EXERCISE DESCRIPTION
The records that follow should be copied out exactly, pictures excluded.

Collected data:

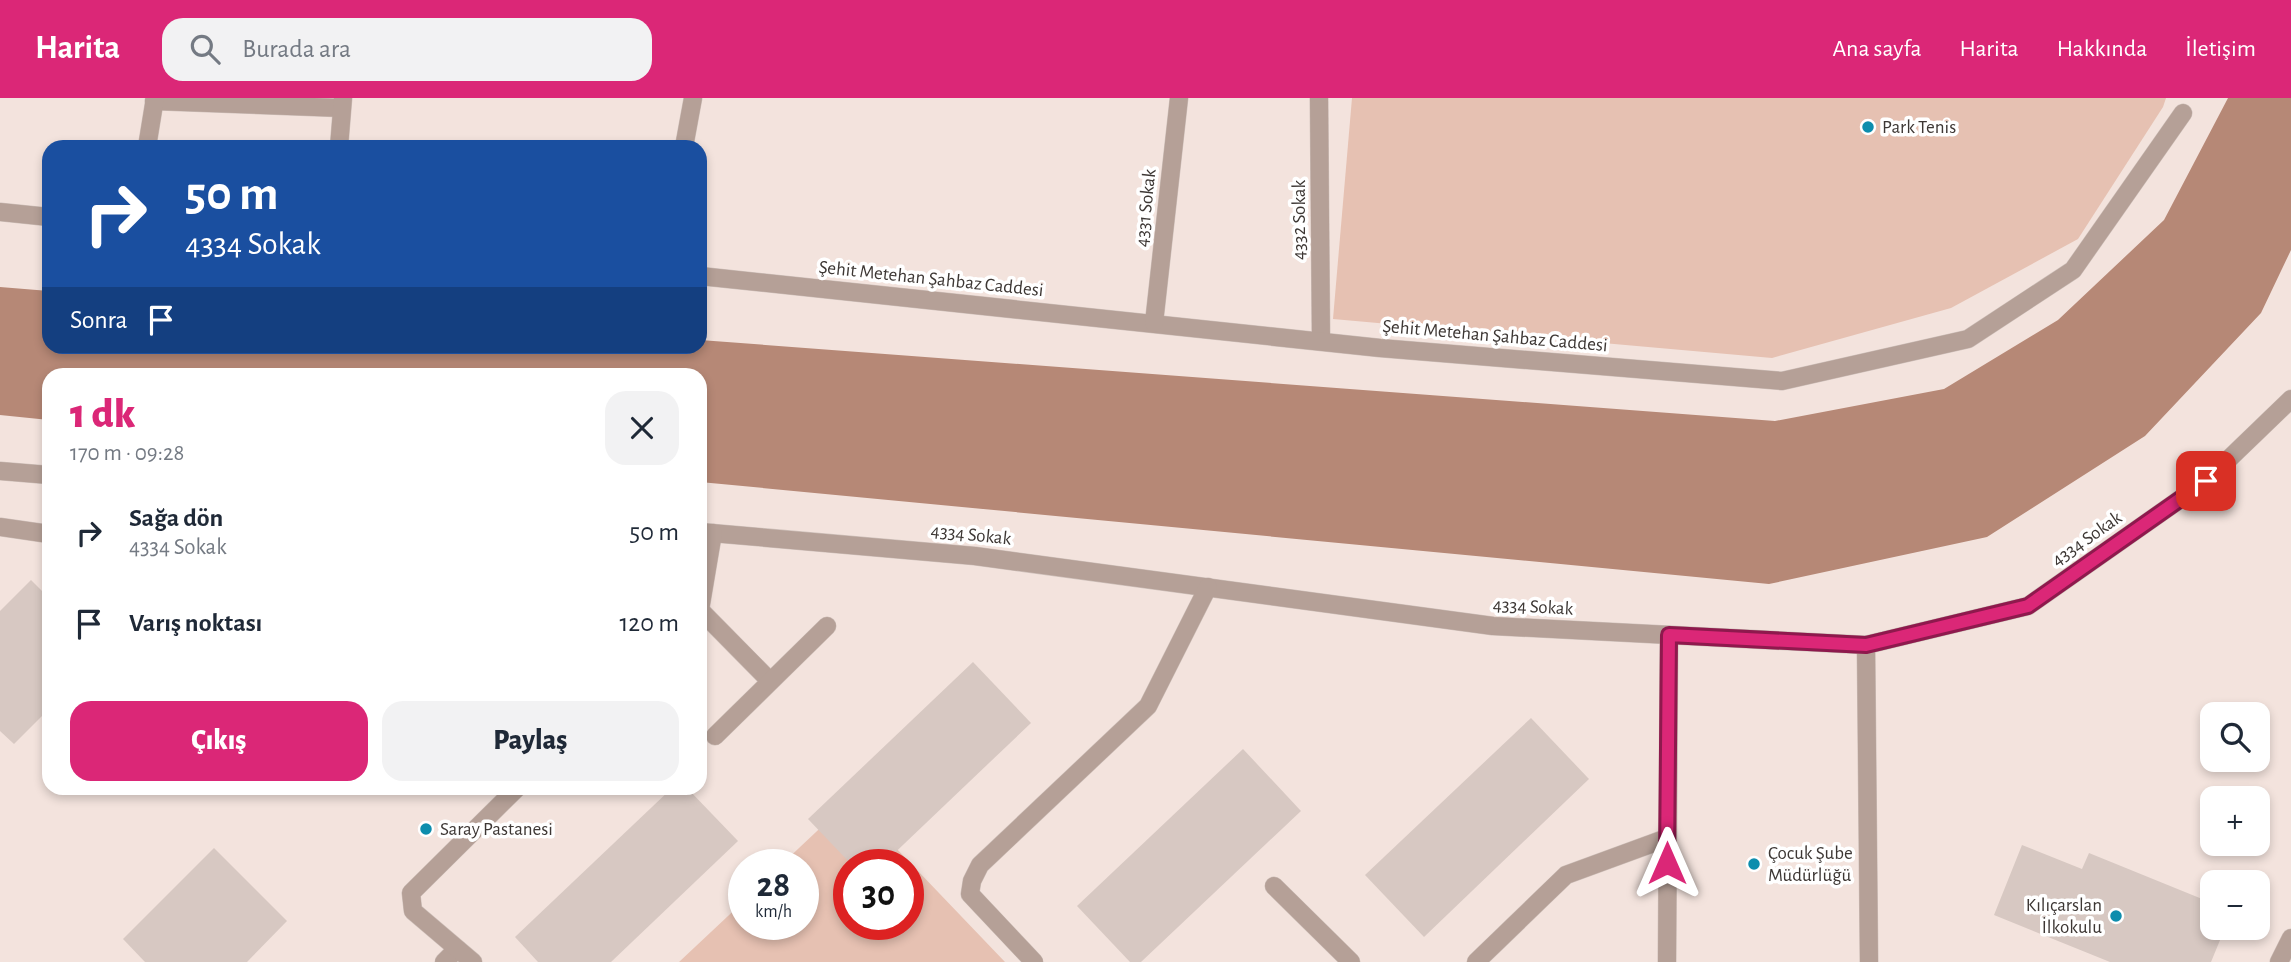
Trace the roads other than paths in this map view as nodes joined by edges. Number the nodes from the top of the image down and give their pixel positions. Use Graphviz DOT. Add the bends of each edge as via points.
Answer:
graph roads {
  1 [pos="693,98"];
  2 [pos="1179,98"];
  3 [pos="1319,98"];
  4 [pos="154,100"];
  5 [pos="342,103"];
  6 [pos="2183,113"];
  7 [pos="148,140"];
  8 [pos="340,140"];
  9 [pos="685,140"];
  10 [pos="0,212"];
  11 [pos="42,215"];
  12 [pos="707,277"];
  13 [pos="1154,323"];
  14 [pos="1321,341"];
  15 [pos="2291,399"];
  16 [pos="0,471"];
  17 [pos="42,474"];
  18 [pos="0,527"];
  19 [pos="707,532"];
  20 [pos="42,533"];
  21 [pos="1208,587"];
  22 [pos="707,617"];
  23 [pos="827,626"];
  24 [pos="1669,635"];
  25 [pos="1866,645"];
  26 [pos="769,681"];
  27 [pos="715,736"];
  28 [pos="510,795"];
  29 [pos="1667,838"];
  30 [pos="1274,886"];
  31 [pos="2291,938"];
  32 [pos="450,956"];
  33 [pos="473,962"];
  34 [pos="1034,962"];
  35 [pos="1351,962"];
  36 [pos="1476,962"];
  37 [pos="1668,962"];
  38 [pos="1868,962"];
  39 [pos="2279,962"];
  1 -- 9 [label="street"];
  2 -- 13 [label="street, 4331 Sokak"];
  3 -- 14 [label="street, 4332 Sokak"];
  4 -- 5 [label="street"];
  4 -- 7 [label="street"];
  5 -- 8 [label="street"];
  6 -- 14 [label="street, Şehit Metehan Şahbaz Caddesi" via="2073,270 1968,339 1782,381"];
  10 -- 11 [label="street"];
  12 -- 13 [label="street, Şehit Metehan Şahbaz Caddesi"];
  13 -- 14 [label="street, Şehit Metehan Şahbaz Caddesi"];
  15 -- 25 [label="street, 4334 Sokak" via="2206,481 2028,606"];
  16 -- 17 [label="street"];
  18 -- 20 [label="street"];
  19 -- 21 [label="street, 4334 Sokak" via="975,556"];
  21 -- 24 [label="street, 4334 Sokak" via="1493,626"];
  21 -- 34 [label="street" via="1148,706 980,865 972,881 970,894"];
  22 -- 26 [label="street"];
  23 -- 26 [label="street"];
  24 -- 25 [label="street, 4334 Sokak"];
  24 -- 29 [label="street"];
  25 -- 38 [label="street"];
  26 -- 27 [label="street"];
  28 -- 32 [label="street" via="411,893 413,911"];
  29 -- 36 [label="street" via="1566,875"];
  29 -- 37 [label="street"];
  30 -- 35 [label="street"];
  31 -- 39 [label="street"];
  32 -- 33 [label="street"];
}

ANSWER SPACE
Trace the roads other than paths in this map view as nodes joined by edges. Number the nodes from the top of the image down and give their pixel positions. Use Graphviz DOT. Add the bends of each edge as via points.
Answer:
graph roads {
  1 [pos="693,98"];
  2 [pos="1179,98"];
  3 [pos="1319,98"];
  4 [pos="154,100"];
  5 [pos="342,103"];
  6 [pos="2183,113"];
  7 [pos="148,140"];
  8 [pos="340,140"];
  9 [pos="685,140"];
  10 [pos="0,212"];
  11 [pos="42,215"];
  12 [pos="707,277"];
  13 [pos="1154,323"];
  14 [pos="1321,341"];
  15 [pos="2291,399"];
  16 [pos="0,471"];
  17 [pos="42,474"];
  18 [pos="0,527"];
  19 [pos="707,532"];
  20 [pos="42,533"];
  21 [pos="1208,587"];
  22 [pos="707,617"];
  23 [pos="827,626"];
  24 [pos="1669,635"];
  25 [pos="1866,645"];
  26 [pos="769,681"];
  27 [pos="715,736"];
  28 [pos="510,795"];
  29 [pos="1667,838"];
  30 [pos="1274,886"];
  31 [pos="2291,938"];
  32 [pos="450,956"];
  33 [pos="473,962"];
  34 [pos="1034,962"];
  35 [pos="1351,962"];
  36 [pos="1476,962"];
  37 [pos="1668,962"];
  38 [pos="1868,962"];
  39 [pos="2279,962"];
  1 -- 9 [label="street"];
  2 -- 13 [label="street, 4331 Sokak"];
  3 -- 14 [label="street, 4332 Sokak"];
  4 -- 5 [label="street"];
  4 -- 7 [label="street"];
  5 -- 8 [label="street"];
  6 -- 14 [label="street, Şehit Metehan Şahbaz Caddesi" via="2073,270 1968,339 1782,381"];
  10 -- 11 [label="street"];
  12 -- 13 [label="street, Şehit Metehan Şahbaz Caddesi"];
  13 -- 14 [label="street, Şehit Metehan Şahbaz Caddesi"];
  15 -- 25 [label="street, 4334 Sokak" via="2206,481 2028,606"];
  16 -- 17 [label="street"];
  18 -- 20 [label="street"];
  19 -- 21 [label="street, 4334 Sokak" via="975,556"];
  21 -- 24 [label="street, 4334 Sokak" via="1493,626"];
  21 -- 34 [label="street" via="1148,706 980,865 972,881 970,894"];
  22 -- 26 [label="street"];
  23 -- 26 [label="street"];
  24 -- 25 [label="street, 4334 Sokak"];
  24 -- 29 [label="street"];
  25 -- 38 [label="street"];
  26 -- 27 [label="street"];
  28 -- 32 [label="street" via="411,893 413,911"];
  29 -- 36 [label="street" via="1566,875"];
  29 -- 37 [label="street"];
  30 -- 35 [label="street"];
  31 -- 39 [label="street"];
  32 -- 33 [label="street"];
}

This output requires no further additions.